━━ Task inputs ━━
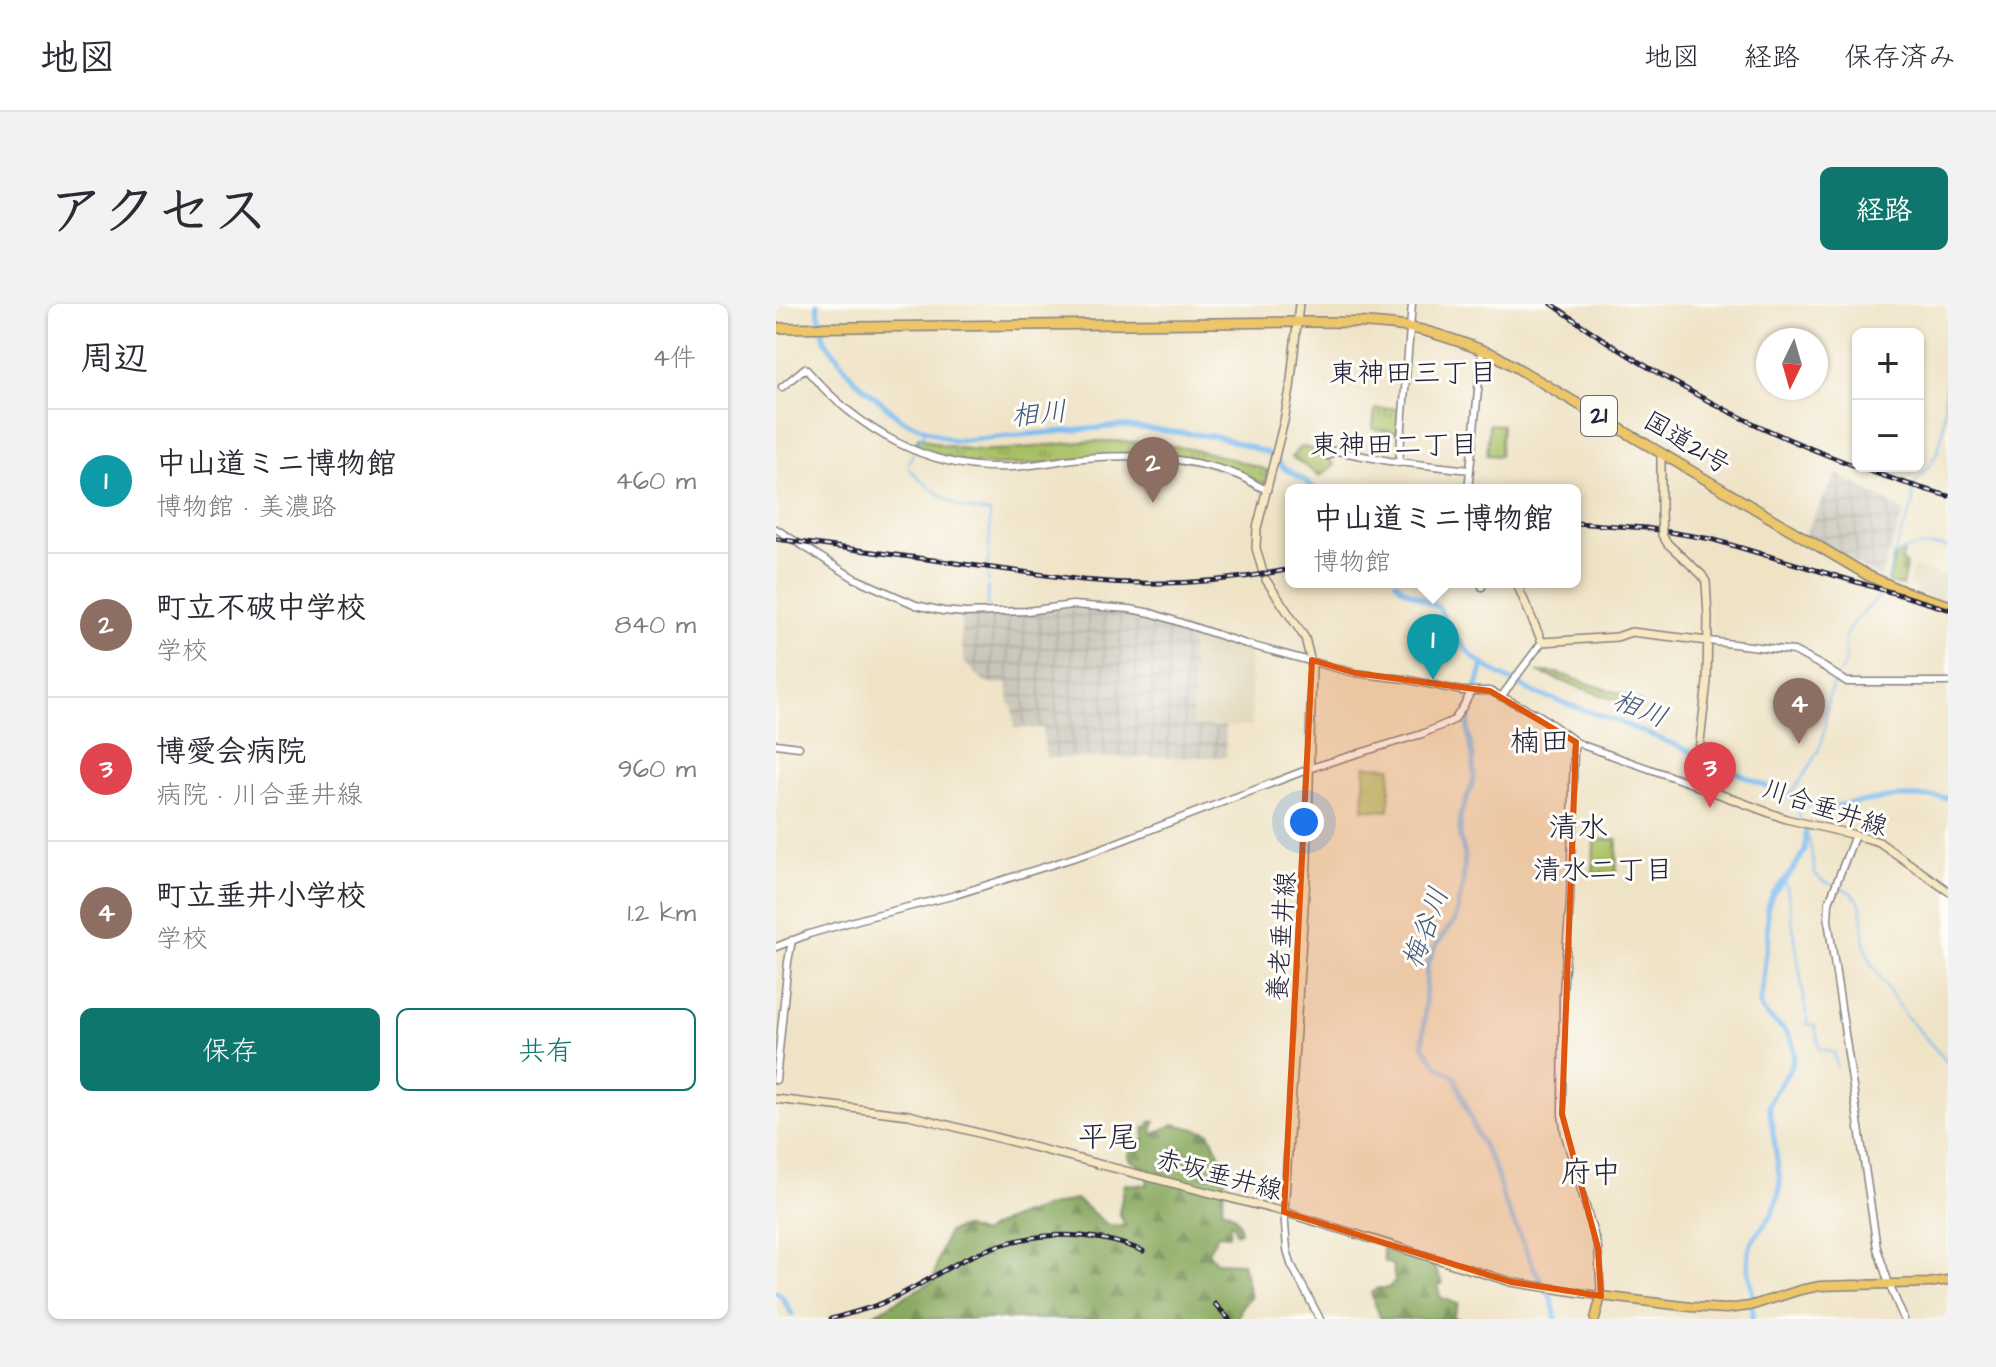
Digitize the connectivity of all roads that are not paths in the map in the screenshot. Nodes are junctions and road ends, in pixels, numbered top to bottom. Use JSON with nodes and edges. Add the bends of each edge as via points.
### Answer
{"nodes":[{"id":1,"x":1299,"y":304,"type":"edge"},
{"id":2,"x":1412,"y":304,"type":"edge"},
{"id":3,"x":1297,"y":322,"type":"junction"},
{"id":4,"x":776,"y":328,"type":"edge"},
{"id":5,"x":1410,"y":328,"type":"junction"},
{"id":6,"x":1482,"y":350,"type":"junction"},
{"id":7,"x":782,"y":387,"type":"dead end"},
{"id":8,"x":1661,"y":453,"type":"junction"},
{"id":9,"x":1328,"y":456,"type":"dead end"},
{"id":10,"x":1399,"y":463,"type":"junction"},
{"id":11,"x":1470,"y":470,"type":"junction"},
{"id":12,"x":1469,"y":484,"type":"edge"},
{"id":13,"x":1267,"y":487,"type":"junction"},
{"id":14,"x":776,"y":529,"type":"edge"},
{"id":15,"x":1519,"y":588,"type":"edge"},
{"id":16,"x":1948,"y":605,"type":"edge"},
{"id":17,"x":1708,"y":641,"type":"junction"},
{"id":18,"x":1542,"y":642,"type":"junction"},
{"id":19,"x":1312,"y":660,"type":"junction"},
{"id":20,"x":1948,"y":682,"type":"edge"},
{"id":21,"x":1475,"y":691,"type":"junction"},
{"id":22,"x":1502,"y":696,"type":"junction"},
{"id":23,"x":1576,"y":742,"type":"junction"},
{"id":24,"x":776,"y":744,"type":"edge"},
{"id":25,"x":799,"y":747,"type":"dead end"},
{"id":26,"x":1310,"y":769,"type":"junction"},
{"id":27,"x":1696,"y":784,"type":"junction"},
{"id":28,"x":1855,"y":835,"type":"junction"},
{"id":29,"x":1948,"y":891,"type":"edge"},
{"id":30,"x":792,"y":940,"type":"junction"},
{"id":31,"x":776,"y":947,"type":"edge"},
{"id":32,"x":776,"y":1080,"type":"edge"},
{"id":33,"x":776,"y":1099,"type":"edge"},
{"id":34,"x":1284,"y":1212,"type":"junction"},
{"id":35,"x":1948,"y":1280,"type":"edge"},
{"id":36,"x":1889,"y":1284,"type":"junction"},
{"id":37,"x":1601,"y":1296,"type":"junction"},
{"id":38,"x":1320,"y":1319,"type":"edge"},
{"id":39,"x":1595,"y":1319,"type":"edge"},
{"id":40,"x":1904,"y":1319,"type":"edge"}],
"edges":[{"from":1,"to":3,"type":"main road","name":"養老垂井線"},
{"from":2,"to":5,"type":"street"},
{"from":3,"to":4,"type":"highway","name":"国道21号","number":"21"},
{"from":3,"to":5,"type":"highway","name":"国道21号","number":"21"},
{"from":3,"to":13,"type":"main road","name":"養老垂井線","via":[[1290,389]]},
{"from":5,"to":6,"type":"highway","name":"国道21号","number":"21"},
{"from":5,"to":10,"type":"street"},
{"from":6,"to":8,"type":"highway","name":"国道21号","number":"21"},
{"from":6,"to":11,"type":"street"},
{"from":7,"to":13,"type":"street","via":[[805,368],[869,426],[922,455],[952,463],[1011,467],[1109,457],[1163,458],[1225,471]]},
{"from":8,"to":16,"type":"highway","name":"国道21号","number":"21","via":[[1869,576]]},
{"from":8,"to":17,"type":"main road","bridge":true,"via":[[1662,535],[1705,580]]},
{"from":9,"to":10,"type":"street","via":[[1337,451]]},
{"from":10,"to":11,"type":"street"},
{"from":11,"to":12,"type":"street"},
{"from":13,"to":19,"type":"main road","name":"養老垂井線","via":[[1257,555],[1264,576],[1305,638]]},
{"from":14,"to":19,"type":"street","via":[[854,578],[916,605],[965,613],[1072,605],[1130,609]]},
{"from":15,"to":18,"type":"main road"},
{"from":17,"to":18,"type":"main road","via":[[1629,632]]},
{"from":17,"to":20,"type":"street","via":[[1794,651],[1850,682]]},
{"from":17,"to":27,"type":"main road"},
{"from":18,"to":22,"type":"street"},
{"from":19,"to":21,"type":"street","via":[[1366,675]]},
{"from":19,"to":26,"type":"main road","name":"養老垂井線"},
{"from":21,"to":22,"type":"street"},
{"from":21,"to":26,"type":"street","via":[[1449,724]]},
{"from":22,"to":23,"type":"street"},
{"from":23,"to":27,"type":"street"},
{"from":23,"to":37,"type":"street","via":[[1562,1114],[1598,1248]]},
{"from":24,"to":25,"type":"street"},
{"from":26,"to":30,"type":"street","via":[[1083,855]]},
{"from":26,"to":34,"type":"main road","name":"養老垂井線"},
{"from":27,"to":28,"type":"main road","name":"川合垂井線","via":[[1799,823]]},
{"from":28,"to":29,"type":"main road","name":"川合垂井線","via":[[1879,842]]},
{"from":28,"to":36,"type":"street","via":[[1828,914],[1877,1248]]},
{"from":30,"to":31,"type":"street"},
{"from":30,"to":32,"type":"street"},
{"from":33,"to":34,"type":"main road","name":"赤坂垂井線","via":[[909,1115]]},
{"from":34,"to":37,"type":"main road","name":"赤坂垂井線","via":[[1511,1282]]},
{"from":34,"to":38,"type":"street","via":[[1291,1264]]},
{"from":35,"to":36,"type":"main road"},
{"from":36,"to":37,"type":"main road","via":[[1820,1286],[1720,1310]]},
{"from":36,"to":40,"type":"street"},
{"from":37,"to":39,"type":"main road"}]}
━━━
> _Your task_
Output, exactly, all the records above; include no pictures.

> _Solution for this task_
Digitize the connectivity of all roads that are not paths in the map in the screenshot. Nodes are junctions and road ends, in pixels, numbered top to bottom. Use JSON with nodes and edges. Add the bends of each edge as via points.
### Answer
{"nodes":[{"id":1,"x":1299,"y":304,"type":"edge"},
{"id":2,"x":1412,"y":304,"type":"edge"},
{"id":3,"x":1297,"y":322,"type":"junction"},
{"id":4,"x":776,"y":328,"type":"edge"},
{"id":5,"x":1410,"y":328,"type":"junction"},
{"id":6,"x":1482,"y":350,"type":"junction"},
{"id":7,"x":782,"y":387,"type":"dead end"},
{"id":8,"x":1661,"y":453,"type":"junction"},
{"id":9,"x":1328,"y":456,"type":"dead end"},
{"id":10,"x":1399,"y":463,"type":"junction"},
{"id":11,"x":1470,"y":470,"type":"junction"},
{"id":12,"x":1469,"y":484,"type":"edge"},
{"id":13,"x":1267,"y":487,"type":"junction"},
{"id":14,"x":776,"y":529,"type":"edge"},
{"id":15,"x":1519,"y":588,"type":"edge"},
{"id":16,"x":1948,"y":605,"type":"edge"},
{"id":17,"x":1708,"y":641,"type":"junction"},
{"id":18,"x":1542,"y":642,"type":"junction"},
{"id":19,"x":1312,"y":660,"type":"junction"},
{"id":20,"x":1948,"y":682,"type":"edge"},
{"id":21,"x":1475,"y":691,"type":"junction"},
{"id":22,"x":1502,"y":696,"type":"junction"},
{"id":23,"x":1576,"y":742,"type":"junction"},
{"id":24,"x":776,"y":744,"type":"edge"},
{"id":25,"x":799,"y":747,"type":"dead end"},
{"id":26,"x":1310,"y":769,"type":"junction"},
{"id":27,"x":1696,"y":784,"type":"junction"},
{"id":28,"x":1855,"y":835,"type":"junction"},
{"id":29,"x":1948,"y":891,"type":"edge"},
{"id":30,"x":792,"y":940,"type":"junction"},
{"id":31,"x":776,"y":947,"type":"edge"},
{"id":32,"x":776,"y":1080,"type":"edge"},
{"id":33,"x":776,"y":1099,"type":"edge"},
{"id":34,"x":1284,"y":1212,"type":"junction"},
{"id":35,"x":1948,"y":1280,"type":"edge"},
{"id":36,"x":1889,"y":1284,"type":"junction"},
{"id":37,"x":1601,"y":1296,"type":"junction"},
{"id":38,"x":1320,"y":1319,"type":"edge"},
{"id":39,"x":1595,"y":1319,"type":"edge"},
{"id":40,"x":1904,"y":1319,"type":"edge"}],
"edges":[{"from":1,"to":3,"type":"main road","name":"養老垂井線"},
{"from":2,"to":5,"type":"street"},
{"from":3,"to":4,"type":"highway","name":"国道21号","number":"21"},
{"from":3,"to":5,"type":"highway","name":"国道21号","number":"21"},
{"from":3,"to":13,"type":"main road","name":"養老垂井線","via":[[1290,389]]},
{"from":5,"to":6,"type":"highway","name":"国道21号","number":"21"},
{"from":5,"to":10,"type":"street"},
{"from":6,"to":8,"type":"highway","name":"国道21号","number":"21"},
{"from":6,"to":11,"type":"street"},
{"from":7,"to":13,"type":"street","via":[[805,368],[869,426],[922,455],[952,463],[1011,467],[1109,457],[1163,458],[1225,471]]},
{"from":8,"to":16,"type":"highway","name":"国道21号","number":"21","via":[[1869,576]]},
{"from":8,"to":17,"type":"main road","bridge":true,"via":[[1662,535],[1705,580]]},
{"from":9,"to":10,"type":"street","via":[[1337,451]]},
{"from":10,"to":11,"type":"street"},
{"from":11,"to":12,"type":"street"},
{"from":13,"to":19,"type":"main road","name":"養老垂井線","via":[[1257,555],[1264,576],[1305,638]]},
{"from":14,"to":19,"type":"street","via":[[854,578],[916,605],[965,613],[1072,605],[1130,609]]},
{"from":15,"to":18,"type":"main road"},
{"from":17,"to":18,"type":"main road","via":[[1629,632]]},
{"from":17,"to":20,"type":"street","via":[[1794,651],[1850,682]]},
{"from":17,"to":27,"type":"main road"},
{"from":18,"to":22,"type":"street"},
{"from":19,"to":21,"type":"street","via":[[1366,675]]},
{"from":19,"to":26,"type":"main road","name":"養老垂井線"},
{"from":21,"to":22,"type":"street"},
{"from":21,"to":26,"type":"street","via":[[1449,724]]},
{"from":22,"to":23,"type":"street"},
{"from":23,"to":27,"type":"street"},
{"from":23,"to":37,"type":"street","via":[[1562,1114],[1598,1248]]},
{"from":24,"to":25,"type":"street"},
{"from":26,"to":30,"type":"street","via":[[1083,855]]},
{"from":26,"to":34,"type":"main road","name":"養老垂井線"},
{"from":27,"to":28,"type":"main road","name":"川合垂井線","via":[[1799,823]]},
{"from":28,"to":29,"type":"main road","name":"川合垂井線","via":[[1879,842]]},
{"from":28,"to":36,"type":"street","via":[[1828,914],[1877,1248]]},
{"from":30,"to":31,"type":"street"},
{"from":30,"to":32,"type":"street"},
{"from":33,"to":34,"type":"main road","name":"赤坂垂井線","via":[[909,1115]]},
{"from":34,"to":37,"type":"main road","name":"赤坂垂井線","via":[[1511,1282]]},
{"from":34,"to":38,"type":"street","via":[[1291,1264]]},
{"from":35,"to":36,"type":"main road"},
{"from":36,"to":37,"type":"main road","via":[[1820,1286],[1720,1310]]},
{"from":36,"to":40,"type":"street"},
{"from":37,"to":39,"type":"main road"}]}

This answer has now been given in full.